Collected data entries
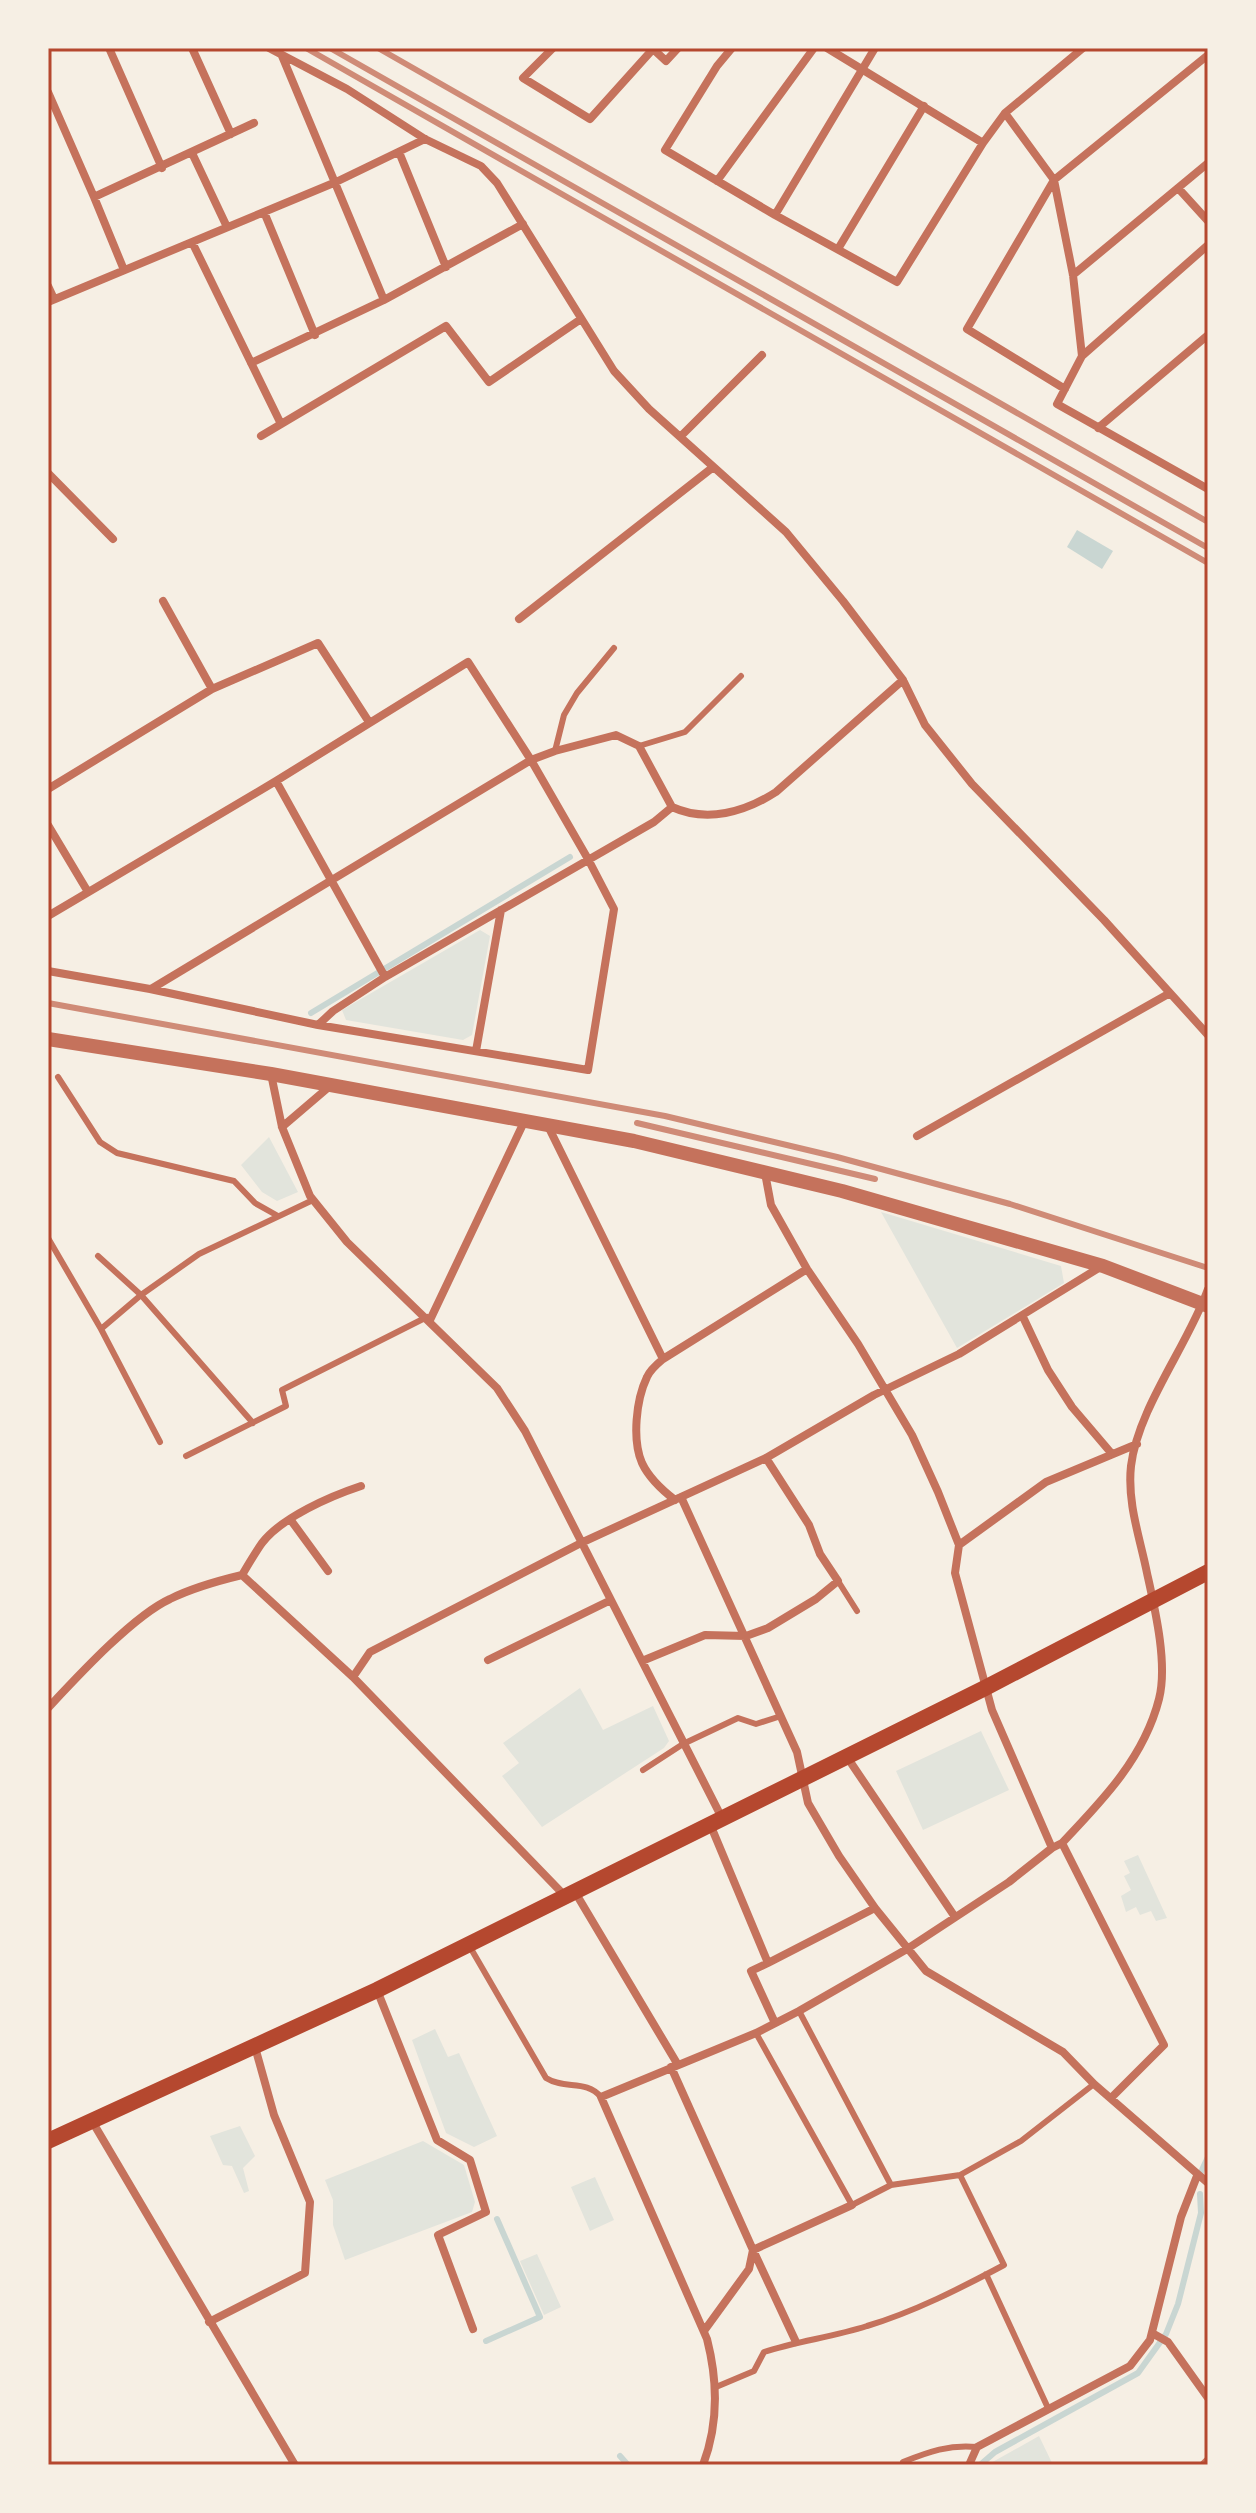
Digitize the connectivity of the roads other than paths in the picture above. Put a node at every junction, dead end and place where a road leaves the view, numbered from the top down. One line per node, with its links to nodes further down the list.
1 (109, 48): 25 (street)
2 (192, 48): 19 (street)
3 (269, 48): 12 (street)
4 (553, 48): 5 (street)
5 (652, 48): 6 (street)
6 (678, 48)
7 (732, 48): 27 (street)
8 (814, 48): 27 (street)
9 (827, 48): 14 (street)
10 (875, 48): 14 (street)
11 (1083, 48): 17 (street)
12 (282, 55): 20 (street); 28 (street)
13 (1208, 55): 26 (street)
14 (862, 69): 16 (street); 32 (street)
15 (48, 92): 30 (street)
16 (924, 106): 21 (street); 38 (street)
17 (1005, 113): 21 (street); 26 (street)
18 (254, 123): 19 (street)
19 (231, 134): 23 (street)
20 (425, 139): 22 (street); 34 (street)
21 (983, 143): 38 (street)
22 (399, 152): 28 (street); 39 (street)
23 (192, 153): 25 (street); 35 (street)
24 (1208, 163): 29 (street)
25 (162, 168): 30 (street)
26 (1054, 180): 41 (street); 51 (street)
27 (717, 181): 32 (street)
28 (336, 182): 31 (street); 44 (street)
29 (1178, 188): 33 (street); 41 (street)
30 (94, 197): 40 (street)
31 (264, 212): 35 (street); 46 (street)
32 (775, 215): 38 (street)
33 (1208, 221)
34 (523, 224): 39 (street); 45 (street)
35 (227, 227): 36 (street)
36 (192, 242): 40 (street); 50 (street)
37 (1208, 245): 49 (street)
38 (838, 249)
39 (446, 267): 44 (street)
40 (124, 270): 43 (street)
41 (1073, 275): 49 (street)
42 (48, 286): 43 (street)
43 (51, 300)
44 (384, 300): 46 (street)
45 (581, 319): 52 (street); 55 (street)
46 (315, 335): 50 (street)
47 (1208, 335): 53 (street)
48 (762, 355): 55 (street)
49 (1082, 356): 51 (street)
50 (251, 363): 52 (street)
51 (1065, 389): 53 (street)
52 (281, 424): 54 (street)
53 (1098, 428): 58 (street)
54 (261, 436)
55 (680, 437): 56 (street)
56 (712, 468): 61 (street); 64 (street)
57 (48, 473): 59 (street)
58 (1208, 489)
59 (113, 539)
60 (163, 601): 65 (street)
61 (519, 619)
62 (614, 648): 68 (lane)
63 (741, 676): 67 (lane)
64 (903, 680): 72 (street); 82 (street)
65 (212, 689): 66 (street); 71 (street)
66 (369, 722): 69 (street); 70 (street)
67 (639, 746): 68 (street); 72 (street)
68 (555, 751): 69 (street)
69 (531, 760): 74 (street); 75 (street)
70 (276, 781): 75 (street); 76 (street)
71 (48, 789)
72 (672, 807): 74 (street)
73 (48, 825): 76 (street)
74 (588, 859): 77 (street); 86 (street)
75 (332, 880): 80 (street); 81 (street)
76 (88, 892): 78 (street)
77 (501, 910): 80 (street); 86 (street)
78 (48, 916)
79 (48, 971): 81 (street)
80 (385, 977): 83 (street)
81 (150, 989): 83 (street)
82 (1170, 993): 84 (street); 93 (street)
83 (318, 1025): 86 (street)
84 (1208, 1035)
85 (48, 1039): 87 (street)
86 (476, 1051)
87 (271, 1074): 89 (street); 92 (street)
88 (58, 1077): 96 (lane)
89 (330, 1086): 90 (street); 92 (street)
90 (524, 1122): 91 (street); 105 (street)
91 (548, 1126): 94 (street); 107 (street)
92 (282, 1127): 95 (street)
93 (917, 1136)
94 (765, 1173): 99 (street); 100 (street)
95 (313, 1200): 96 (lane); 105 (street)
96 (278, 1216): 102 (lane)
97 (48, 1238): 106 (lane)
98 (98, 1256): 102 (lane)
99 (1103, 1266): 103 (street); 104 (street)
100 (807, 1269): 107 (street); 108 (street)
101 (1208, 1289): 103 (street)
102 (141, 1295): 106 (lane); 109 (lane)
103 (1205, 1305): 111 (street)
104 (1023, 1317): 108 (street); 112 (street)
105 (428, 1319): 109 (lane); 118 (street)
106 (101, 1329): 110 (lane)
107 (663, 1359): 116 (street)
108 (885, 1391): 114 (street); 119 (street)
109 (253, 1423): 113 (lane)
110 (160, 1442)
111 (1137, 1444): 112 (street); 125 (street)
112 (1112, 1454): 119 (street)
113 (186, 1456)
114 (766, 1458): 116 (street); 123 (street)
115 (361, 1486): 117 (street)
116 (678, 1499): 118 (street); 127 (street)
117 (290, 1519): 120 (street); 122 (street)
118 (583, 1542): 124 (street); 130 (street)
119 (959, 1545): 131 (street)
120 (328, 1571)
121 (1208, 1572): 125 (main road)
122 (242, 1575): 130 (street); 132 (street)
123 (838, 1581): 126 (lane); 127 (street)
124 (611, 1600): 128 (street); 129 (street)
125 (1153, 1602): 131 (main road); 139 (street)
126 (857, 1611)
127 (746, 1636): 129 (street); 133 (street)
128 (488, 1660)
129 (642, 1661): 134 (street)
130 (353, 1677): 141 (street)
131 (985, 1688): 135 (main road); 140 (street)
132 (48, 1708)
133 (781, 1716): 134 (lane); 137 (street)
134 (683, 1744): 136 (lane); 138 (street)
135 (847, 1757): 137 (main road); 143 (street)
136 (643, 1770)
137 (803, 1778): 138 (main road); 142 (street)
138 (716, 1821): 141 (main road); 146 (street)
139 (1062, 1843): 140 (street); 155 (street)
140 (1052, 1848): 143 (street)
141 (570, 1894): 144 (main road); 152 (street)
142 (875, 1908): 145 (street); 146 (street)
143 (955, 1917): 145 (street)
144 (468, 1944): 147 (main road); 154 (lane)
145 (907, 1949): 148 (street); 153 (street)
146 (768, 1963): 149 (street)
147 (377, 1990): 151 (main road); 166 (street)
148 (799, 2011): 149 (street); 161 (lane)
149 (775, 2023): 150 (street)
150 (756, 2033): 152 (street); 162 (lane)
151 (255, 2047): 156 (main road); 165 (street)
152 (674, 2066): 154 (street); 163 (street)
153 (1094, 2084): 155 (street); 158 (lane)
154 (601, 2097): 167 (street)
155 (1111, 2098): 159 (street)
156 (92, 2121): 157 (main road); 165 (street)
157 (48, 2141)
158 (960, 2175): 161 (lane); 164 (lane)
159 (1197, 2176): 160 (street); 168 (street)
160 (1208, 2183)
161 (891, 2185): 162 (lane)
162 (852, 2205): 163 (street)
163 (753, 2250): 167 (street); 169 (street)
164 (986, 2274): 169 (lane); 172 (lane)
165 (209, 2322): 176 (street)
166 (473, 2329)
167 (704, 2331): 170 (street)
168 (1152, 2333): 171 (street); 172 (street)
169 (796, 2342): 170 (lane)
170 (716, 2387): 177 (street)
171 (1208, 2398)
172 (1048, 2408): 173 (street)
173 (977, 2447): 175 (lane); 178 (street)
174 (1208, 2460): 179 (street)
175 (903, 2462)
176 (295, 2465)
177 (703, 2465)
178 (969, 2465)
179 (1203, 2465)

_WORK INSTRUCTION_
Each line above is to be transcribed exactly, though its pictures are not.

_RESULT OF THIS EXERCISE_
Digitize the connectivity of the roads other than paths in the picture above. Put a node at every junction, dead end and place where a road leaves the view, numbered from the top down. One line per node, with its links to nodes further down the list.
1 (109, 48): 25 (street)
2 (192, 48): 19 (street)
3 (269, 48): 12 (street)
4 (553, 48): 5 (street)
5 (652, 48): 6 (street)
6 (678, 48)
7 (732, 48): 27 (street)
8 (814, 48): 27 (street)
9 (827, 48): 14 (street)
10 (875, 48): 14 (street)
11 (1083, 48): 17 (street)
12 (282, 55): 20 (street); 28 (street)
13 (1208, 55): 26 (street)
14 (862, 69): 16 (street); 32 (street)
15 (48, 92): 30 (street)
16 (924, 106): 21 (street); 38 (street)
17 (1005, 113): 21 (street); 26 (street)
18 (254, 123): 19 (street)
19 (231, 134): 23 (street)
20 (425, 139): 22 (street); 34 (street)
21 (983, 143): 38 (street)
22 (399, 152): 28 (street); 39 (street)
23 (192, 153): 25 (street); 35 (street)
24 (1208, 163): 29 (street)
25 (162, 168): 30 (street)
26 (1054, 180): 41 (street); 51 (street)
27 (717, 181): 32 (street)
28 (336, 182): 31 (street); 44 (street)
29 (1178, 188): 33 (street); 41 (street)
30 (94, 197): 40 (street)
31 (264, 212): 35 (street); 46 (street)
32 (775, 215): 38 (street)
33 (1208, 221)
34 (523, 224): 39 (street); 45 (street)
35 (227, 227): 36 (street)
36 (192, 242): 40 (street); 50 (street)
37 (1208, 245): 49 (street)
38 (838, 249)
39 (446, 267): 44 (street)
40 (124, 270): 43 (street)
41 (1073, 275): 49 (street)
42 (48, 286): 43 (street)
43 (51, 300)
44 (384, 300): 46 (street)
45 (581, 319): 52 (street); 55 (street)
46 (315, 335): 50 (street)
47 (1208, 335): 53 (street)
48 (762, 355): 55 (street)
49 (1082, 356): 51 (street)
50 (251, 363): 52 (street)
51 (1065, 389): 53 (street)
52 (281, 424): 54 (street)
53 (1098, 428): 58 (street)
54 (261, 436)
55 (680, 437): 56 (street)
56 (712, 468): 61 (street); 64 (street)
57 (48, 473): 59 (street)
58 (1208, 489)
59 (113, 539)
60 (163, 601): 65 (street)
61 (519, 619)
62 (614, 648): 68 (lane)
63 (741, 676): 67 (lane)
64 (903, 680): 72 (street); 82 (street)
65 (212, 689): 66 (street); 71 (street)
66 (369, 722): 69 (street); 70 (street)
67 (639, 746): 68 (street); 72 (street)
68 (555, 751): 69 (street)
69 (531, 760): 74 (street); 75 (street)
70 (276, 781): 75 (street); 76 (street)
71 (48, 789)
72 (672, 807): 74 (street)
73 (48, 825): 76 (street)
74 (588, 859): 77 (street); 86 (street)
75 (332, 880): 80 (street); 81 (street)
76 (88, 892): 78 (street)
77 (501, 910): 80 (street); 86 (street)
78 (48, 916)
79 (48, 971): 81 (street)
80 (385, 977): 83 (street)
81 (150, 989): 83 (street)
82 (1170, 993): 84 (street); 93 (street)
83 (318, 1025): 86 (street)
84 (1208, 1035)
85 (48, 1039): 87 (street)
86 (476, 1051)
87 (271, 1074): 89 (street); 92 (street)
88 (58, 1077): 96 (lane)
89 (330, 1086): 90 (street); 92 (street)
90 (524, 1122): 91 (street); 105 (street)
91 (548, 1126): 94 (street); 107 (street)
92 (282, 1127): 95 (street)
93 (917, 1136)
94 (765, 1173): 99 (street); 100 (street)
95 (313, 1200): 96 (lane); 105 (street)
96 (278, 1216): 102 (lane)
97 (48, 1238): 106 (lane)
98 (98, 1256): 102 (lane)
99 (1103, 1266): 103 (street); 104 (street)
100 (807, 1269): 107 (street); 108 (street)
101 (1208, 1289): 103 (street)
102 (141, 1295): 106 (lane); 109 (lane)
103 (1205, 1305): 111 (street)
104 (1023, 1317): 108 (street); 112 (street)
105 (428, 1319): 109 (lane); 118 (street)
106 (101, 1329): 110 (lane)
107 (663, 1359): 116 (street)
108 (885, 1391): 114 (street); 119 (street)
109 (253, 1423): 113 (lane)
110 (160, 1442)
111 (1137, 1444): 112 (street); 125 (street)
112 (1112, 1454): 119 (street)
113 (186, 1456)
114 (766, 1458): 116 (street); 123 (street)
115 (361, 1486): 117 (street)
116 (678, 1499): 118 (street); 127 (street)
117 (290, 1519): 120 (street); 122 (street)
118 (583, 1542): 124 (street); 130 (street)
119 (959, 1545): 131 (street)
120 (328, 1571)
121 (1208, 1572): 125 (main road)
122 (242, 1575): 130 (street); 132 (street)
123 (838, 1581): 126 (lane); 127 (street)
124 (611, 1600): 128 (street); 129 (street)
125 (1153, 1602): 131 (main road); 139 (street)
126 (857, 1611)
127 (746, 1636): 129 (street); 133 (street)
128 (488, 1660)
129 (642, 1661): 134 (street)
130 (353, 1677): 141 (street)
131 (985, 1688): 135 (main road); 140 (street)
132 (48, 1708)
133 (781, 1716): 134 (lane); 137 (street)
134 (683, 1744): 136 (lane); 138 (street)
135 (847, 1757): 137 (main road); 143 (street)
136 (643, 1770)
137 (803, 1778): 138 (main road); 142 (street)
138 (716, 1821): 141 (main road); 146 (street)
139 (1062, 1843): 140 (street); 155 (street)
140 (1052, 1848): 143 (street)
141 (570, 1894): 144 (main road); 152 (street)
142 (875, 1908): 145 (street); 146 (street)
143 (955, 1917): 145 (street)
144 (468, 1944): 147 (main road); 154 (lane)
145 (907, 1949): 148 (street); 153 (street)
146 (768, 1963): 149 (street)
147 (377, 1990): 151 (main road); 166 (street)
148 (799, 2011): 149 (street); 161 (lane)
149 (775, 2023): 150 (street)
150 (756, 2033): 152 (street); 162 (lane)
151 (255, 2047): 156 (main road); 165 (street)
152 (674, 2066): 154 (street); 163 (street)
153 (1094, 2084): 155 (street); 158 (lane)
154 (601, 2097): 167 (street)
155 (1111, 2098): 159 (street)
156 (92, 2121): 157 (main road); 165 (street)
157 (48, 2141)
158 (960, 2175): 161 (lane); 164 (lane)
159 (1197, 2176): 160 (street); 168 (street)
160 (1208, 2183)
161 (891, 2185): 162 (lane)
162 (852, 2205): 163 (street)
163 (753, 2250): 167 (street); 169 (street)
164 (986, 2274): 169 (lane); 172 (lane)
165 (209, 2322): 176 (street)
166 (473, 2329)
167 (704, 2331): 170 (street)
168 (1152, 2333): 171 (street); 172 (street)
169 (796, 2342): 170 (lane)
170 (716, 2387): 177 (street)
171 (1208, 2398)
172 (1048, 2408): 173 (street)
173 (977, 2447): 175 (lane); 178 (street)
174 (1208, 2460): 179 (street)
175 (903, 2462)
176 (295, 2465)
177 (703, 2465)
178 (969, 2465)
179 (1203, 2465)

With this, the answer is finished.